近くにあった一軒の喫茶店の席に座り、温かなコーヒーを啜りながら自分の身の振り方についてひとり、思考の世界に浸っていった。
「どうすべきか。どうせざるべきか…」
私は椅子に座りながらも、頭の中だけは逡巡する。
そして私の灰色の脳細胞は、ある偉人の名言を自然と紡ぎ出した。
『わたしが人生で学んだことを一言で表すとこうだ。〝それでも人生は進んでいく〟』 by ロバート・フロスト(1874~1963 アメリカの詩人・ピューリッツァー賞を4度受賞)
この言葉が脳内に浮かんだ途端、眩いばかりの光と素晴らしい快感が私の体を貫いた!
「そうだ!ハワイに行こう!」
思い立ったが吉日。私はコーヒーカップを乱雑にテーブルに置くや、その足で店を飛び出て自宅へ向かった。

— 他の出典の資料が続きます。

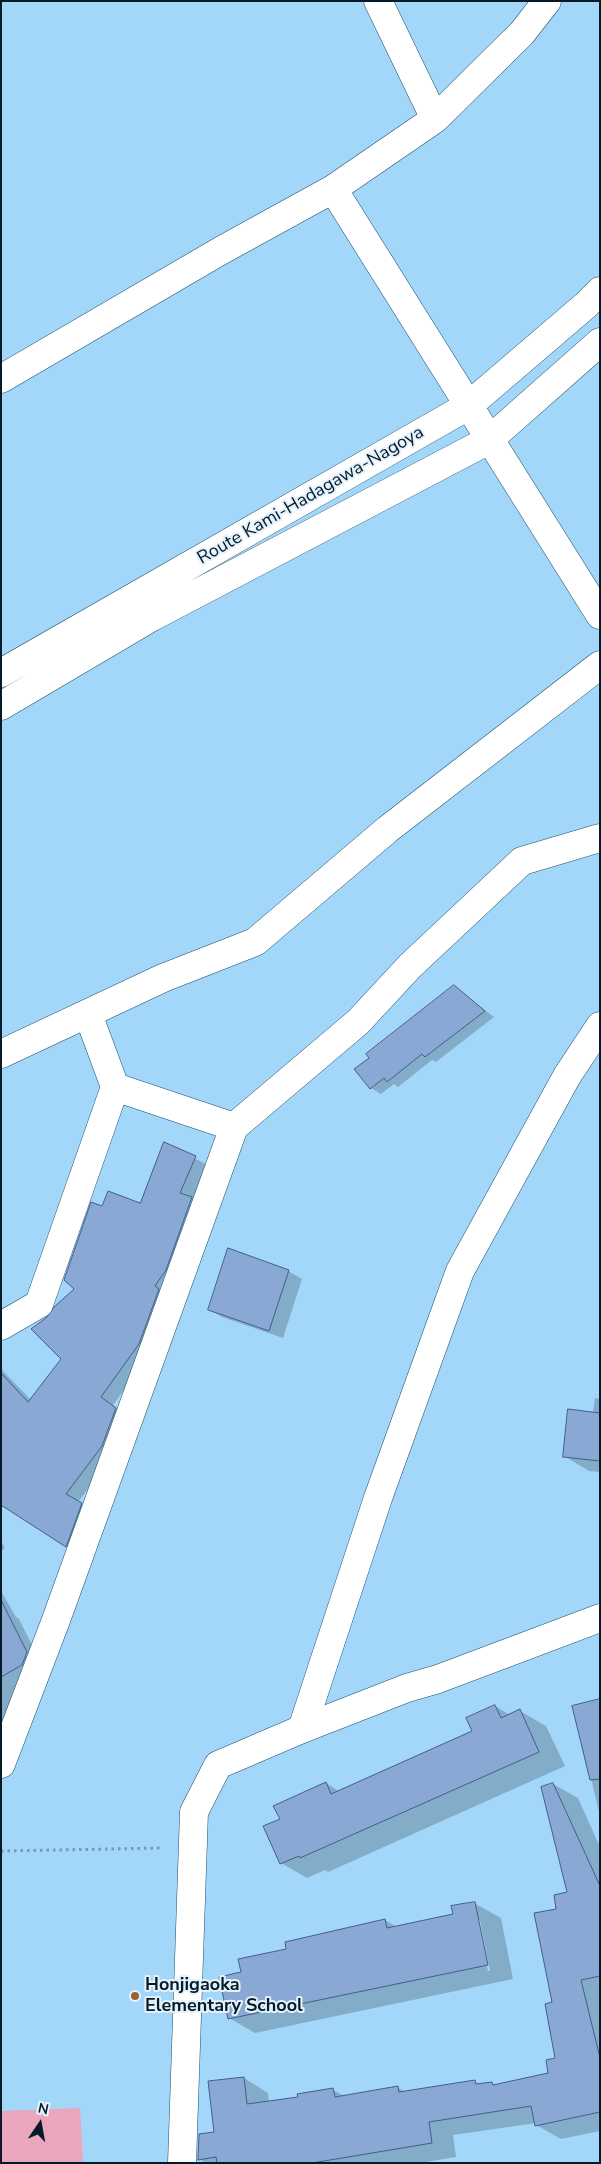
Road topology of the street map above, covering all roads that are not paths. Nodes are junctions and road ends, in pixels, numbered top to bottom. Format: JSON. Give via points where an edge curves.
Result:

うしろから喫茶店の店員から幾度も呼び止められたが知るか!私は安住の地へと早く向かわなくてはいけないのだ!
私は自宅のマンションに駆け込むと、手早く旅行鞄に着替え一式とパスポート、それにタンス貯金していた現金の束を詰め込んだ。
「当面、日本には帰らない。ほとぼりが冷めるまで帰る訳にはいかないのだ!」
ハワイ。
かつてハワイ諸島にはひとりの英雄がいた。
ハワイ島の王位簒奪者にして屈指の名将でもあった〝カ・メハメハ大王〟だ。
その偉大なる彼が実力で統一した。陽光素晴らしき常夏の島々。
私はそんな彼の名前の由来である『カ・メハメハ=孤独のひと』にあやかり、孤高の気分を味わいながら麗しき密滴る土地で満喫するのだ。
さあ、いざいかん!夢の島ハワイ諸島へ!
ぐへへ( ´艸`)〈ホンバノ キンパツビショウジョタチガ オレヲマッテルゼ ワイハーデ! ッテ ナンカ エローイ!
ウキウキ気分の私は、喜び勇んで成田へとタクシーを走らせた。